_Problem to solve_
The records that follow are to be given again exactly.

_Data extracts_
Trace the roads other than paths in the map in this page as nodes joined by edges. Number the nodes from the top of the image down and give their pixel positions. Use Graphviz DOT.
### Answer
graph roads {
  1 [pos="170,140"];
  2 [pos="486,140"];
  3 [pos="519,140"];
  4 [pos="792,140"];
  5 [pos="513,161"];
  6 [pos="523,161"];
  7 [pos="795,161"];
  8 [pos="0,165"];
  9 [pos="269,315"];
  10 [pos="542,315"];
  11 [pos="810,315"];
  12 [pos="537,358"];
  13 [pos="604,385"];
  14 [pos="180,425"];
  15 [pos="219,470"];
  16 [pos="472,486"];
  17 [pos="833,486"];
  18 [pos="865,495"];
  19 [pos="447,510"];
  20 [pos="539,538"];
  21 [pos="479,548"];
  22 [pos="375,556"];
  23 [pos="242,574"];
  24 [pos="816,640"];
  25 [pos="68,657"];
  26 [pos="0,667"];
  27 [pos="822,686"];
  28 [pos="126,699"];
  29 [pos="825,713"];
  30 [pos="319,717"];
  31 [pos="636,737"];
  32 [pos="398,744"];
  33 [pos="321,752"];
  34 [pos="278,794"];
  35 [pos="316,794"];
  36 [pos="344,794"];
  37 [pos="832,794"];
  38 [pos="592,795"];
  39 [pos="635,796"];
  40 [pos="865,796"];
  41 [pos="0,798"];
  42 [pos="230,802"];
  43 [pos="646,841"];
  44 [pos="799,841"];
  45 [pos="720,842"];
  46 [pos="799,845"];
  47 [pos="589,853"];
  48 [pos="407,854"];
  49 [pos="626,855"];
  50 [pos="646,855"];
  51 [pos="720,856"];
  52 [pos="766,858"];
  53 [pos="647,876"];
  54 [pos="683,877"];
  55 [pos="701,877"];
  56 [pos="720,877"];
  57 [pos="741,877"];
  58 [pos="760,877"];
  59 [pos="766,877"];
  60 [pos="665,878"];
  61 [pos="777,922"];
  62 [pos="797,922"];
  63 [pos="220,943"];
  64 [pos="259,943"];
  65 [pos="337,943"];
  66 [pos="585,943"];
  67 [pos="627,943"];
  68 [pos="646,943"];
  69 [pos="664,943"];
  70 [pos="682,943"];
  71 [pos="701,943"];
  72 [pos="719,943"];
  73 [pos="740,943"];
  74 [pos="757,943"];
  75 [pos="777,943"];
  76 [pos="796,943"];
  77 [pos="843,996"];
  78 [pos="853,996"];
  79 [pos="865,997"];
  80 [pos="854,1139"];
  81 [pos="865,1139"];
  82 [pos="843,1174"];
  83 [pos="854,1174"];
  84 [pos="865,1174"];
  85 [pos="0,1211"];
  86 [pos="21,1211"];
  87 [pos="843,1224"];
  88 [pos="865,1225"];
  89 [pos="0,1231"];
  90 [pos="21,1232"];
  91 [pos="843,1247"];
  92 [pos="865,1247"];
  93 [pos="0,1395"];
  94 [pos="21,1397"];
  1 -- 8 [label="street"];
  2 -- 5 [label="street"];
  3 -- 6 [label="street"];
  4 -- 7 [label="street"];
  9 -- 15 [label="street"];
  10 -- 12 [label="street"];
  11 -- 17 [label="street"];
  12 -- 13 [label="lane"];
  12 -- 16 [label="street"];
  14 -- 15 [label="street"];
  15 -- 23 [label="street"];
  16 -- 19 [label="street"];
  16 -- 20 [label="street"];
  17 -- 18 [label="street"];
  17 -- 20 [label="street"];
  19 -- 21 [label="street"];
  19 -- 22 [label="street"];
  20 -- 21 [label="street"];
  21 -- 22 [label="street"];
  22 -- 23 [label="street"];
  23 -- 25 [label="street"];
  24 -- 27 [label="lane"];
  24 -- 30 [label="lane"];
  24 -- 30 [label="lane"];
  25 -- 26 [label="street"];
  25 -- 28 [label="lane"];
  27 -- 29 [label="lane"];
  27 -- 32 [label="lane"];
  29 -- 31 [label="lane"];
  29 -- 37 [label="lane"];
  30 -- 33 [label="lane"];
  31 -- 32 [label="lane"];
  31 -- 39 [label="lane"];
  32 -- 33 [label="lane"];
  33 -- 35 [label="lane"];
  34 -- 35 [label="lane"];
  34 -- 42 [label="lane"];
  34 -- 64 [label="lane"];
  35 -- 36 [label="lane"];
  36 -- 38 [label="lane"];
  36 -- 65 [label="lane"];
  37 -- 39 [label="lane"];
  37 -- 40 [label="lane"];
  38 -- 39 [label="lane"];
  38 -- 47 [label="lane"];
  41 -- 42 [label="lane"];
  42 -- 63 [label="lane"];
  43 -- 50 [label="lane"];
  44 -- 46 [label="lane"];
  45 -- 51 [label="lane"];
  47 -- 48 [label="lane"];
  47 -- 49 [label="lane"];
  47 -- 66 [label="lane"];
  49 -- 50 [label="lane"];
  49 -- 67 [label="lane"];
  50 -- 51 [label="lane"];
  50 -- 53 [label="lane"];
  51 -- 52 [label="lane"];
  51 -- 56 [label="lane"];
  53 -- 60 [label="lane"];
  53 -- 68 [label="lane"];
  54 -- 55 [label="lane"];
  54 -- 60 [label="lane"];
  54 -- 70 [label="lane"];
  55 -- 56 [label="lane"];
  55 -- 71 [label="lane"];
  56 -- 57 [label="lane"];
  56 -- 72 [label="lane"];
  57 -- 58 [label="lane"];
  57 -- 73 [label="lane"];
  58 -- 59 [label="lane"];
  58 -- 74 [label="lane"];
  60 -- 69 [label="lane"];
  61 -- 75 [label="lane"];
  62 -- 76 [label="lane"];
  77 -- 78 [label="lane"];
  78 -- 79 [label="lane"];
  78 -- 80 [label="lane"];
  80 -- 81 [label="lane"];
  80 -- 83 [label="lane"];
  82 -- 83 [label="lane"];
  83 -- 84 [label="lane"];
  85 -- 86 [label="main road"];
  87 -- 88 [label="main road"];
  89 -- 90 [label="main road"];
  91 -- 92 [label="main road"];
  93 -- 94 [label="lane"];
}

_Solution to the exercise_
Trace the roads other than paths in the map in this page as nodes joined by edges. Number the nodes from the top of the image down and give their pixel positions. Use Graphviz DOT.
### Answer
graph roads {
  1 [pos="170,140"];
  2 [pos="486,140"];
  3 [pos="519,140"];
  4 [pos="792,140"];
  5 [pos="513,161"];
  6 [pos="523,161"];
  7 [pos="795,161"];
  8 [pos="0,165"];
  9 [pos="269,315"];
  10 [pos="542,315"];
  11 [pos="810,315"];
  12 [pos="537,358"];
  13 [pos="604,385"];
  14 [pos="180,425"];
  15 [pos="219,470"];
  16 [pos="472,486"];
  17 [pos="833,486"];
  18 [pos="865,495"];
  19 [pos="447,510"];
  20 [pos="539,538"];
  21 [pos="479,548"];
  22 [pos="375,556"];
  23 [pos="242,574"];
  24 [pos="816,640"];
  25 [pos="68,657"];
  26 [pos="0,667"];
  27 [pos="822,686"];
  28 [pos="126,699"];
  29 [pos="825,713"];
  30 [pos="319,717"];
  31 [pos="636,737"];
  32 [pos="398,744"];
  33 [pos="321,752"];
  34 [pos="278,794"];
  35 [pos="316,794"];
  36 [pos="344,794"];
  37 [pos="832,794"];
  38 [pos="592,795"];
  39 [pos="635,796"];
  40 [pos="865,796"];
  41 [pos="0,798"];
  42 [pos="230,802"];
  43 [pos="646,841"];
  44 [pos="799,841"];
  45 [pos="720,842"];
  46 [pos="799,845"];
  47 [pos="589,853"];
  48 [pos="407,854"];
  49 [pos="626,855"];
  50 [pos="646,855"];
  51 [pos="720,856"];
  52 [pos="766,858"];
  53 [pos="647,876"];
  54 [pos="683,877"];
  55 [pos="701,877"];
  56 [pos="720,877"];
  57 [pos="741,877"];
  58 [pos="760,877"];
  59 [pos="766,877"];
  60 [pos="665,878"];
  61 [pos="777,922"];
  62 [pos="797,922"];
  63 [pos="220,943"];
  64 [pos="259,943"];
  65 [pos="337,943"];
  66 [pos="585,943"];
  67 [pos="627,943"];
  68 [pos="646,943"];
  69 [pos="664,943"];
  70 [pos="682,943"];
  71 [pos="701,943"];
  72 [pos="719,943"];
  73 [pos="740,943"];
  74 [pos="757,943"];
  75 [pos="777,943"];
  76 [pos="796,943"];
  77 [pos="843,996"];
  78 [pos="853,996"];
  79 [pos="865,997"];
  80 [pos="854,1139"];
  81 [pos="865,1139"];
  82 [pos="843,1174"];
  83 [pos="854,1174"];
  84 [pos="865,1174"];
  85 [pos="0,1211"];
  86 [pos="21,1211"];
  87 [pos="843,1224"];
  88 [pos="865,1225"];
  89 [pos="0,1231"];
  90 [pos="21,1232"];
  91 [pos="843,1247"];
  92 [pos="865,1247"];
  93 [pos="0,1395"];
  94 [pos="21,1397"];
  1 -- 8 [label="street"];
  2 -- 5 [label="street"];
  3 -- 6 [label="street"];
  4 -- 7 [label="street"];
  9 -- 15 [label="street"];
  10 -- 12 [label="street"];
  11 -- 17 [label="street"];
  12 -- 13 [label="lane"];
  12 -- 16 [label="street"];
  14 -- 15 [label="street"];
  15 -- 23 [label="street"];
  16 -- 19 [label="street"];
  16 -- 20 [label="street"];
  17 -- 18 [label="street"];
  17 -- 20 [label="street"];
  19 -- 21 [label="street"];
  19 -- 22 [label="street"];
  20 -- 21 [label="street"];
  21 -- 22 [label="street"];
  22 -- 23 [label="street"];
  23 -- 25 [label="street"];
  24 -- 27 [label="lane"];
  24 -- 30 [label="lane"];
  24 -- 30 [label="lane"];
  25 -- 26 [label="street"];
  25 -- 28 [label="lane"];
  27 -- 29 [label="lane"];
  27 -- 32 [label="lane"];
  29 -- 31 [label="lane"];
  29 -- 37 [label="lane"];
  30 -- 33 [label="lane"];
  31 -- 32 [label="lane"];
  31 -- 39 [label="lane"];
  32 -- 33 [label="lane"];
  33 -- 35 [label="lane"];
  34 -- 35 [label="lane"];
  34 -- 42 [label="lane"];
  34 -- 64 [label="lane"];
  35 -- 36 [label="lane"];
  36 -- 38 [label="lane"];
  36 -- 65 [label="lane"];
  37 -- 39 [label="lane"];
  37 -- 40 [label="lane"];
  38 -- 39 [label="lane"];
  38 -- 47 [label="lane"];
  41 -- 42 [label="lane"];
  42 -- 63 [label="lane"];
  43 -- 50 [label="lane"];
  44 -- 46 [label="lane"];
  45 -- 51 [label="lane"];
  47 -- 48 [label="lane"];
  47 -- 49 [label="lane"];
  47 -- 66 [label="lane"];
  49 -- 50 [label="lane"];
  49 -- 67 [label="lane"];
  50 -- 51 [label="lane"];
  50 -- 53 [label="lane"];
  51 -- 52 [label="lane"];
  51 -- 56 [label="lane"];
  53 -- 60 [label="lane"];
  53 -- 68 [label="lane"];
  54 -- 55 [label="lane"];
  54 -- 60 [label="lane"];
  54 -- 70 [label="lane"];
  55 -- 56 [label="lane"];
  55 -- 71 [label="lane"];
  56 -- 57 [label="lane"];
  56 -- 72 [label="lane"];
  57 -- 58 [label="lane"];
  57 -- 73 [label="lane"];
  58 -- 59 [label="lane"];
  58 -- 74 [label="lane"];
  60 -- 69 [label="lane"];
  61 -- 75 [label="lane"];
  62 -- 76 [label="lane"];
  77 -- 78 [label="lane"];
  78 -- 79 [label="lane"];
  78 -- 80 [label="lane"];
  80 -- 81 [label="lane"];
  80 -- 83 [label="lane"];
  82 -- 83 [label="lane"];
  83 -- 84 [label="lane"];
  85 -- 86 [label="main road"];
  87 -- 88 [label="main road"];
  89 -- 90 [label="main road"];
  91 -- 92 [label="main road"];
  93 -- 94 [label="lane"];
}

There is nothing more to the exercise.